Working with DIFODO on mrpt platform

10 minute read

Testing DIFODO - MRPT Installation

There are several ways to install the MRPT platform, as can be seen here https://www.mrpt.org/download-mrpt/.

I will download the latest version for ubuntu (Bionic-Beaver) 1:1.5.5-1 at the time of writing, which is quite updated (2017-12-18). In ubuntu installing is as simple as:

sudo apt-get install mrpt-apps

This will install the mrpt-apps, so all the binaries with different algorithms can be used, so we can try DIFODO.

If you want to develop and also install the source code to link to it on C++ install:

sudo apt-get install libmrpt-dev

Now a lot of application (binaries) are installed along mrpt-apps. The ones that concern us the most are:

For a full list of the apps available go here

Testing with the DifOdometry-Datasets app

First I would like to test DIFODO on a known dataset provided by the MRPT here. I downloaded the following:

wget http://downloads.sourceforge.net/project/mrpt/Datasets%20%28Rawlogs%29/Datasets/RGBD-datasets/rawlog_rgbd_dataset_freiburg1_360.tgz

Extract the file downloaded to get a set of files (groundtruth, image sequences, raw data…).

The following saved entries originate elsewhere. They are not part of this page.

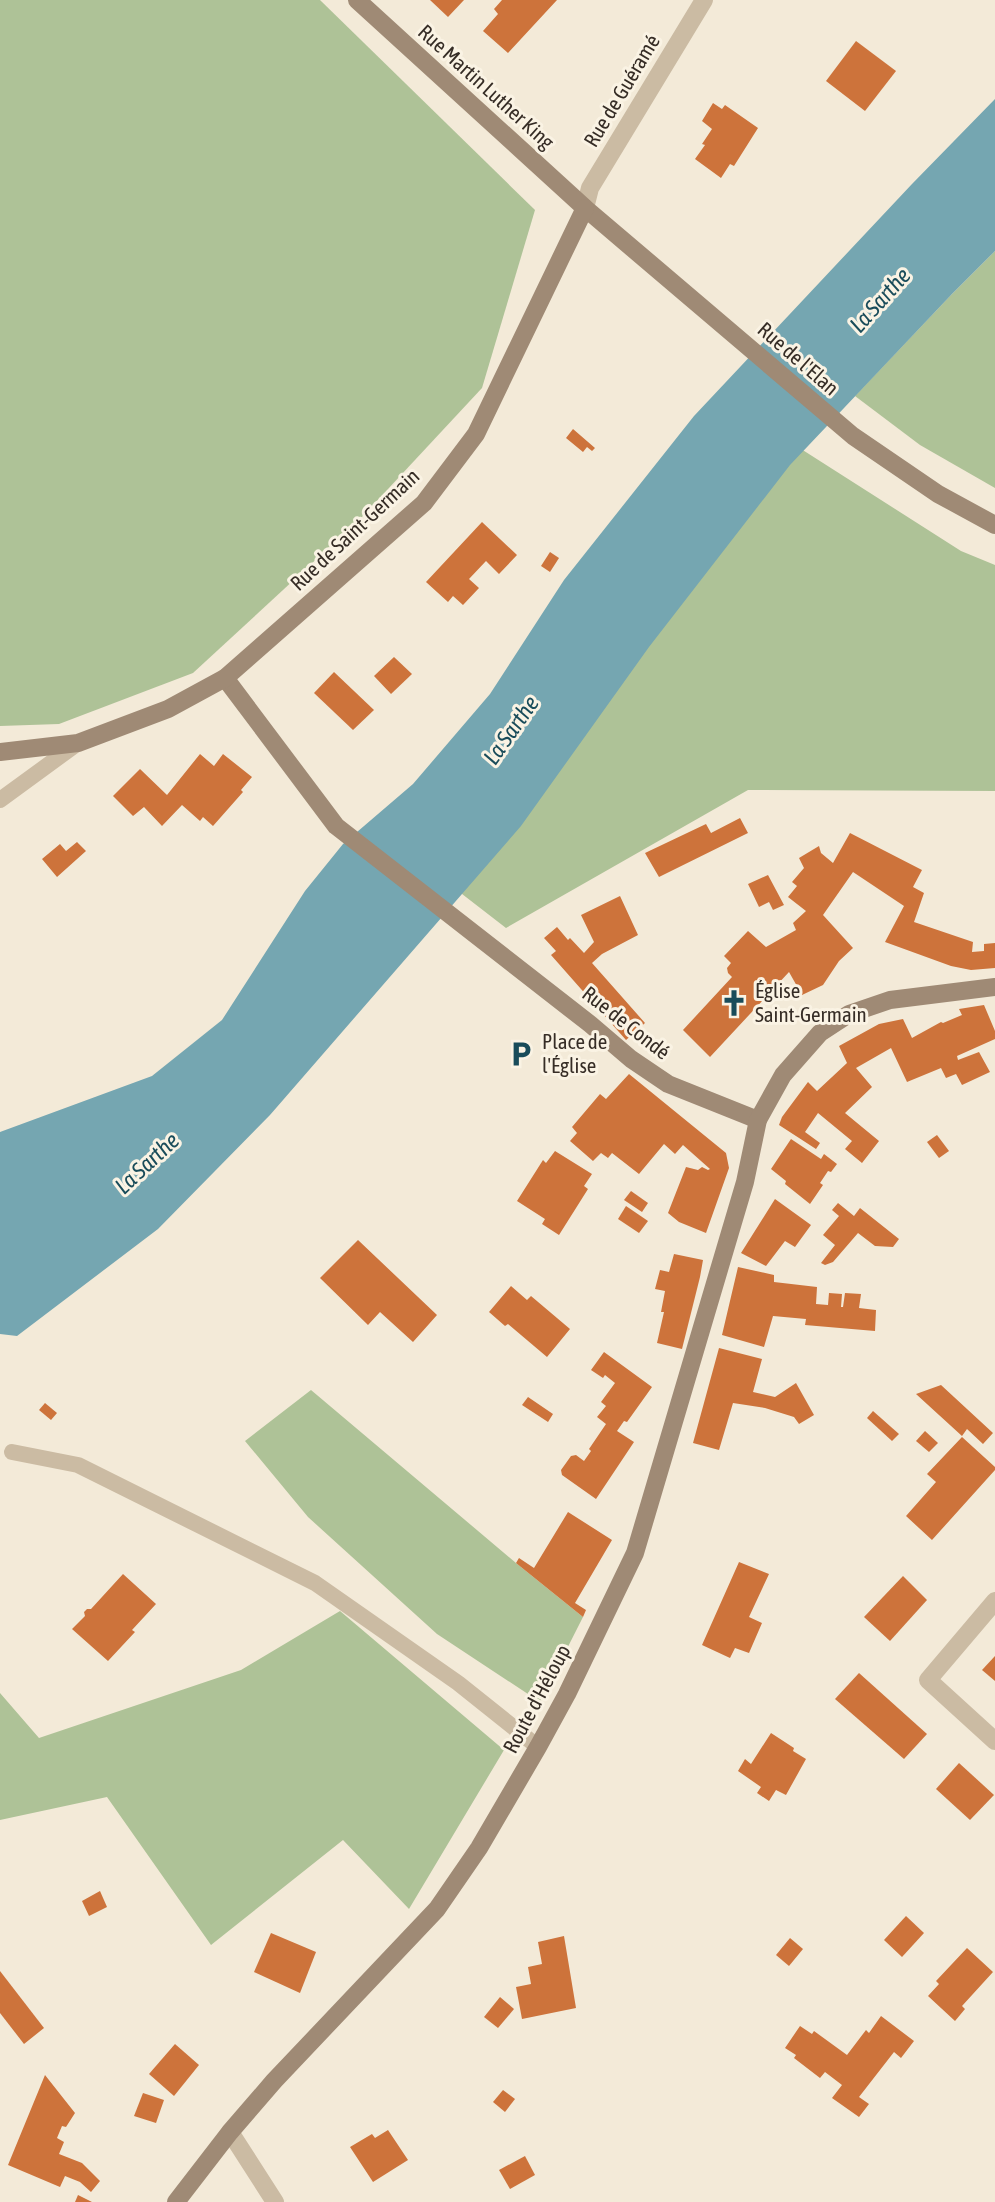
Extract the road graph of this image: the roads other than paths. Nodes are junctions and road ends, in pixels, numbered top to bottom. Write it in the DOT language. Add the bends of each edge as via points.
graph roads {
  1 [pos="357,0"];
  2 [pos="704,0"];
  3 [pos="585,208"];
  4 [pos="995,525"];
  5 [pos="225,678"];
  6 [pos="78,743"];
  7 [pos="0,752"];
  8 [pos="0,800"];
  9 [pos="995,987"];
  10 [pos="758,1120"];
  11 [pos="12,1452"];
  12 [pos="995,1601"];
  13 [pos="995,1741"];
  14 [pos="538,1747"];
  15 [pos="230,2132"];
  16 [pos="176,2202"];
  17 [pos="275,2202"];
  1 -- 3 [label="street, Rue Martin Luther King"];
  2 -- 3 [label="street, Rue de Guéramé" via="590,188"];
  3 -- 4 [label="street, Rue de l'Elan" via="853,436 938,494"];
  3 -- 5 [label="street, Rue de Saint-Germain" via="476,433 424,503"];
  5 -- 6 [label="street, Rue de Saint-Germain" via="168,709"];
  5 -- 10 [label="street, Rue de Condé" via="336,825 631,1059 668,1084"];
  6 -- 7 [label="street, Rue de Saint-Germain"];
  6 -- 8 [label="lane"];
  9 -- 10 [label="street, Route d'Héloup" via="890,1000 849,1014 820,1032 783,1075"];
  10 -- 14 [label="street, Route d'Héloup" via="745,1182 635,1553"];
  11 -- 14 [label="lane" via="78,1465 315,1583 458,1683"];
  12 -- 13 [label="street" via="928,1680"];
  14 -- 15 [label="street, Route d'Héloup" via="437,1909"];
  15 -- 16 [label="street, Route d'Héloup"];
  15 -- 17 [label="street"];
}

Secondly, both DifOdometry-Camera and DifOdometry-Datasets uses a configuration file that can be generated with the following option, –create-config or -cc, here an example:

DifOdometry-Datasets --create-config config_files/config_dataset.txt

Edit the config_dataset.txt and point the filename to your .rawlog file extracted. In my case it will look like this:

filename = /home/omar/workspaces/TFM/DIFODO/rawlog/rawlog_rgbd_dataset_freiburg1_360/rgbd_dataset_freiburg1_360.rawlog

Now in order to run the program, choose your configuration file as follows:

DifOdometry-Datasets --config config_files/config_dataset.txt 

At least for me (Ubuntu 18.04.3 LTS, kernel 4.15.0-70) this app didnt work. It opens but the keys that when pressed should start the app or exit it, did not do anything.

NOTE: I also test the same apporach with a different dataset and on Windows with the windows installer provided here

I had the same problem in Windows with version 1.5.7, keyboard wasnt recognized.

So back at my Ubuntu I remove all packages related to mrpt to install a different version:

sudo apt-get --purge remove libmrpt*
sudo apt-get --purge remove mrpt*

Now I will try their own repository using their ppa, as here

sudo add-apt-repository ppa:joseluisblancoc/mrpt
sudo apt-get update
sudo apt-get install libmrpt-dev mrpt-apps

This installed the MRPT v1.9.9 in my system.

Still not working, not recognizing the keyboard.

Testing with the DifOdometry-Datasets app (More errors) Part 2

It seems like there was a bug in the mrpt code, after I openned an Issue on github it was fixed quite fast. More info here -> issue994

Just a quick note here: This kind of commits and last fixes can be found on their ppa not in the ubuntu offical one which is a stable version that they dont update quite often but the one on their repo is updated with each commit Ill say.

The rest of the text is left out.